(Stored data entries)
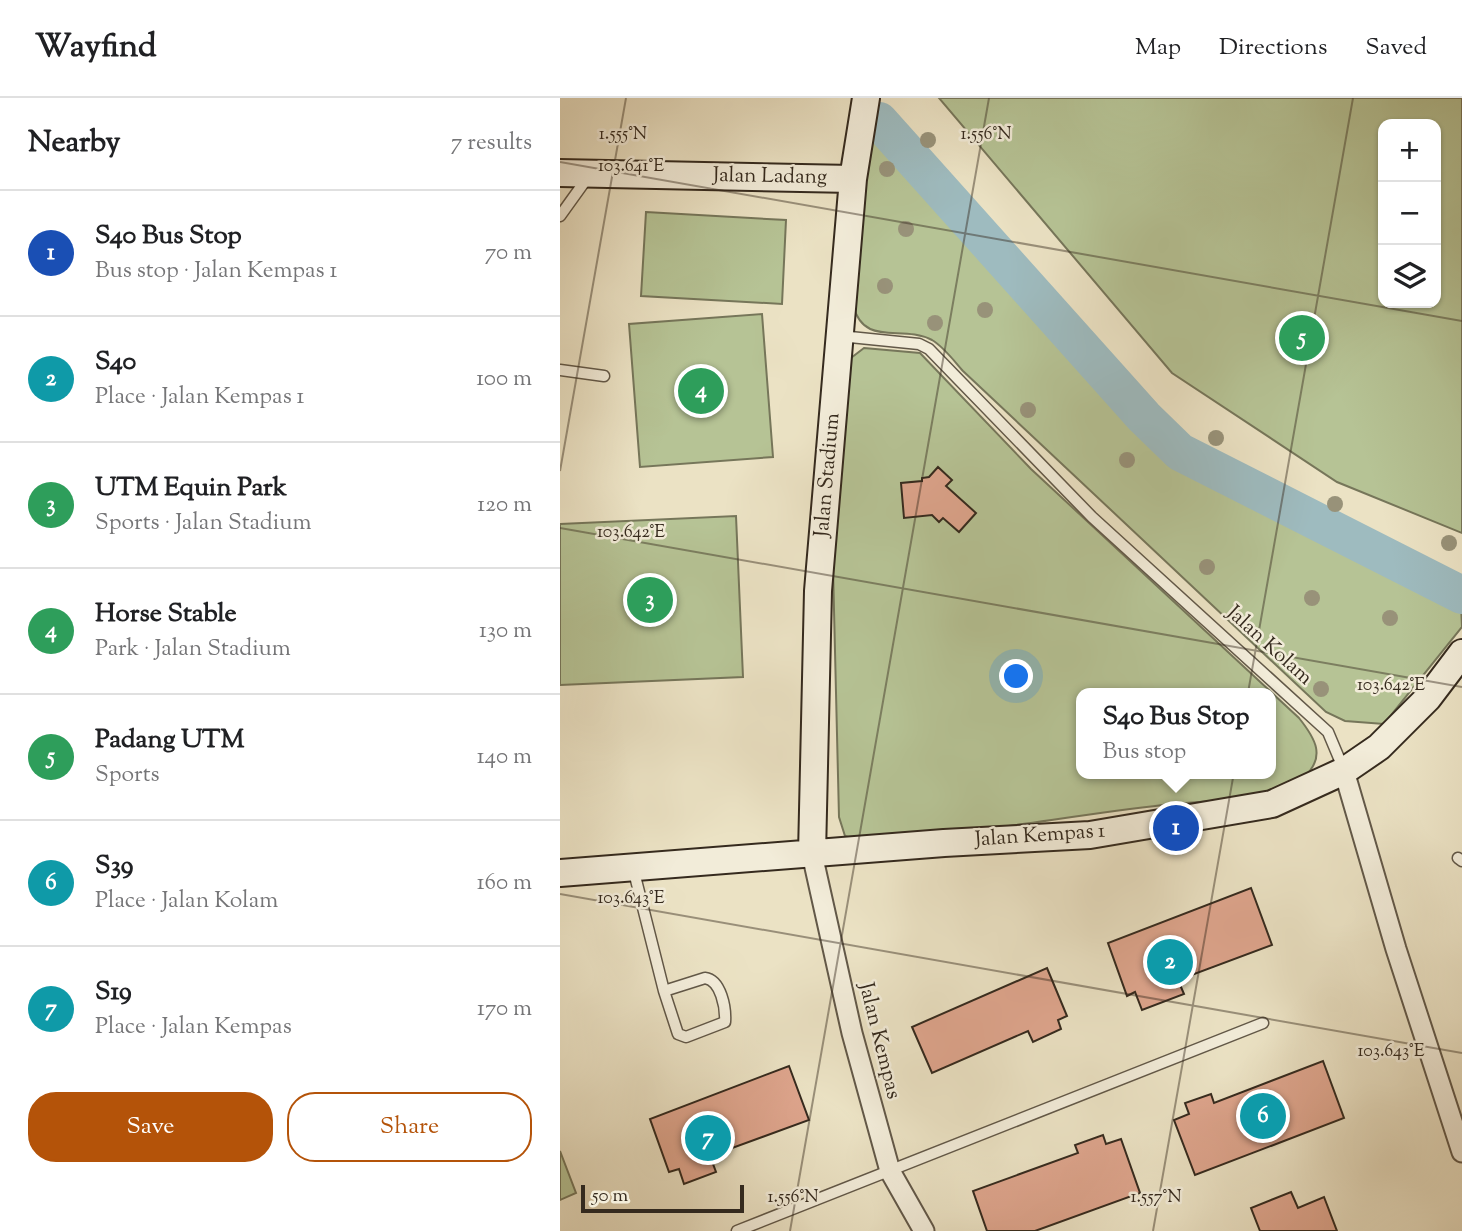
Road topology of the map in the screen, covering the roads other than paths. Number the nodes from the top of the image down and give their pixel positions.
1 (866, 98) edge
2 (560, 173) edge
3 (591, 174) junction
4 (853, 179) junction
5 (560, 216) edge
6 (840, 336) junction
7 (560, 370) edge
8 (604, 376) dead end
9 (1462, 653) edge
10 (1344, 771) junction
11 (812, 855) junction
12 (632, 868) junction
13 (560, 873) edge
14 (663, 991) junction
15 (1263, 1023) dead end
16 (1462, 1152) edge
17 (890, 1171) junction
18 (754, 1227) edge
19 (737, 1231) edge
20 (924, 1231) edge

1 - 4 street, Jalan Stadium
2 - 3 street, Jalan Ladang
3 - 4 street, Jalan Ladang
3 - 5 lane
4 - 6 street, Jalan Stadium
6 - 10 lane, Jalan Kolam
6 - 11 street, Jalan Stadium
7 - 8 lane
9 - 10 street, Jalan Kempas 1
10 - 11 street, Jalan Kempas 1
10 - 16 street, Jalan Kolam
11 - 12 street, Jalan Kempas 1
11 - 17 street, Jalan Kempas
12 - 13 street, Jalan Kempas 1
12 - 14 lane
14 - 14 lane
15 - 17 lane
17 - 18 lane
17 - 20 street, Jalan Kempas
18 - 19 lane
* * *
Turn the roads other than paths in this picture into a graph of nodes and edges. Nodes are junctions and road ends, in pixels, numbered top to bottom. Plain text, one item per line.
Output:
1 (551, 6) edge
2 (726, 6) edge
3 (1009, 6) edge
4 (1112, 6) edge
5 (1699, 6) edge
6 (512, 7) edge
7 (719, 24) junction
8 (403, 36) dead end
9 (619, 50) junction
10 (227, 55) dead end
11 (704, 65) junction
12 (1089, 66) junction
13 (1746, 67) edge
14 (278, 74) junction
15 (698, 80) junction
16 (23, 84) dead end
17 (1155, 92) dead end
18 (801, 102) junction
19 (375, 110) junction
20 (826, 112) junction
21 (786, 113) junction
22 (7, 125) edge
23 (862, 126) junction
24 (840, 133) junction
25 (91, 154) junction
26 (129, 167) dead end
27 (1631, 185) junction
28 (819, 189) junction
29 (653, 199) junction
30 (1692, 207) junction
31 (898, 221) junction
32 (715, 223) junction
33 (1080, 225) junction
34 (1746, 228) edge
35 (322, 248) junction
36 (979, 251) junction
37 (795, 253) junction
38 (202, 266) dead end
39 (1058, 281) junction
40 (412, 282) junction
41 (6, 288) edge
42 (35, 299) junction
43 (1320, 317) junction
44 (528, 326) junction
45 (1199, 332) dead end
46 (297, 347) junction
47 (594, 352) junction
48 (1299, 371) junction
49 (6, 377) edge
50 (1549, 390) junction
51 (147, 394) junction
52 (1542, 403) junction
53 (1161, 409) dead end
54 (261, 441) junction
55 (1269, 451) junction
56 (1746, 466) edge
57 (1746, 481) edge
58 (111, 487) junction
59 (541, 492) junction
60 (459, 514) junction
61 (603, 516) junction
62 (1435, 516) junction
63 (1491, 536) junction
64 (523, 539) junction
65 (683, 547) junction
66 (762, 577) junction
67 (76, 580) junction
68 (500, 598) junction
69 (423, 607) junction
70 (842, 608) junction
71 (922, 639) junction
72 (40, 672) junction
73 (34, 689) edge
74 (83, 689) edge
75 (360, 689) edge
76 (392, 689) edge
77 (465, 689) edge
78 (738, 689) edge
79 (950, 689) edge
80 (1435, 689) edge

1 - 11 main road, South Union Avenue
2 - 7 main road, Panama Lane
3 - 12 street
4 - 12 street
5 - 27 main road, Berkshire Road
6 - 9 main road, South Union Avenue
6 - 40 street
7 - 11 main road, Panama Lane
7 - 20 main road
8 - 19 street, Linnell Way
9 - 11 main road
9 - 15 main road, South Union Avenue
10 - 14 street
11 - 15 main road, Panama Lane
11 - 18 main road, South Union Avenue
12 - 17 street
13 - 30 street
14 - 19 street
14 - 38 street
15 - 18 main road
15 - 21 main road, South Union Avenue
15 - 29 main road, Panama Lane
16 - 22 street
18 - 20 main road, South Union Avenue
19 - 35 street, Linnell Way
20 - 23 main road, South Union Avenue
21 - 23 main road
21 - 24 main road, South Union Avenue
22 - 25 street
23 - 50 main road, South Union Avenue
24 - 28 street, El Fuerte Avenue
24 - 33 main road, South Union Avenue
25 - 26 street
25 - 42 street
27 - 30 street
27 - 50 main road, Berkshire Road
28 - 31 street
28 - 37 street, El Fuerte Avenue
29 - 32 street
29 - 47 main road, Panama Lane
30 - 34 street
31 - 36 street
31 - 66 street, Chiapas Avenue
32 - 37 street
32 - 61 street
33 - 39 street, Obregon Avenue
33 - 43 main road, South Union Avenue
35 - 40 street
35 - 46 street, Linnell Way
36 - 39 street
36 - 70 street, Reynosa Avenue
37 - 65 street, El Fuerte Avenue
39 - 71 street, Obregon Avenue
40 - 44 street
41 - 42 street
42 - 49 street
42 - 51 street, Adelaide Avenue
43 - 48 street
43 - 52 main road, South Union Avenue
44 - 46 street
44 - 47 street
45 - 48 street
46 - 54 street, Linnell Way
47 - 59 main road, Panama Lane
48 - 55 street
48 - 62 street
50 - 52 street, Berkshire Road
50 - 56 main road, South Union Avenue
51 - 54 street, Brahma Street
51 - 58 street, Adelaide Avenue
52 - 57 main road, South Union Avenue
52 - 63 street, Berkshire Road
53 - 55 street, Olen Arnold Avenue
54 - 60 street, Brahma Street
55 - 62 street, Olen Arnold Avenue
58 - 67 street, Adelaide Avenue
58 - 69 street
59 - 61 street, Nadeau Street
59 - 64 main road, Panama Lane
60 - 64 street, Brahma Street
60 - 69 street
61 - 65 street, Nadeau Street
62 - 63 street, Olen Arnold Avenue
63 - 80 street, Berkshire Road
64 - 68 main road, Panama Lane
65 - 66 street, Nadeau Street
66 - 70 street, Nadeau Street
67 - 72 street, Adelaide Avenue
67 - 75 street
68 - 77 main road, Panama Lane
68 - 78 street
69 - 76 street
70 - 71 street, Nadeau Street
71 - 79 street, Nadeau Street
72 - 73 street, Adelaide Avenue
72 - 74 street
--
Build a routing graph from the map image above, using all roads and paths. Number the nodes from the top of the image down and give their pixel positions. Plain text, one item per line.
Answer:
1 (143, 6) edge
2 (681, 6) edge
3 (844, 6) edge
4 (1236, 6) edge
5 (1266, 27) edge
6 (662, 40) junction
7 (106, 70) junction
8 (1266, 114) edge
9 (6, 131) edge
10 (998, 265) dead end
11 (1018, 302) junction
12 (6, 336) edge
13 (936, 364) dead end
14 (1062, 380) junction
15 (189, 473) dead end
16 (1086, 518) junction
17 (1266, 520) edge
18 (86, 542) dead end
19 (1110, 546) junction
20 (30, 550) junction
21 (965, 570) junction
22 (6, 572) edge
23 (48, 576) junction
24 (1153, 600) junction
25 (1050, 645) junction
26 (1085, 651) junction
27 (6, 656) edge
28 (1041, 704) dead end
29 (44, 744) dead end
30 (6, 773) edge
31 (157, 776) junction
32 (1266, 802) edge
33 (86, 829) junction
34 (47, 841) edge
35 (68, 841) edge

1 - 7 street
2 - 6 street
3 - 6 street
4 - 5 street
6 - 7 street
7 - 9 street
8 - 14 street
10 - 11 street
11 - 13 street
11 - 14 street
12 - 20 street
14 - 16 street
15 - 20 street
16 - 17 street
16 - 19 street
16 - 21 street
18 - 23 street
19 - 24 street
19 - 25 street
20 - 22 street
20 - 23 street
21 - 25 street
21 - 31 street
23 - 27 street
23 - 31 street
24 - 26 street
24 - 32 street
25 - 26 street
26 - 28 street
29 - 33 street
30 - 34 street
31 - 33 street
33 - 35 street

» TO DO
What is the number of lines in the records holding "Nadeau"? Give the number alone.

» RESULT OF THE EXERCISE
6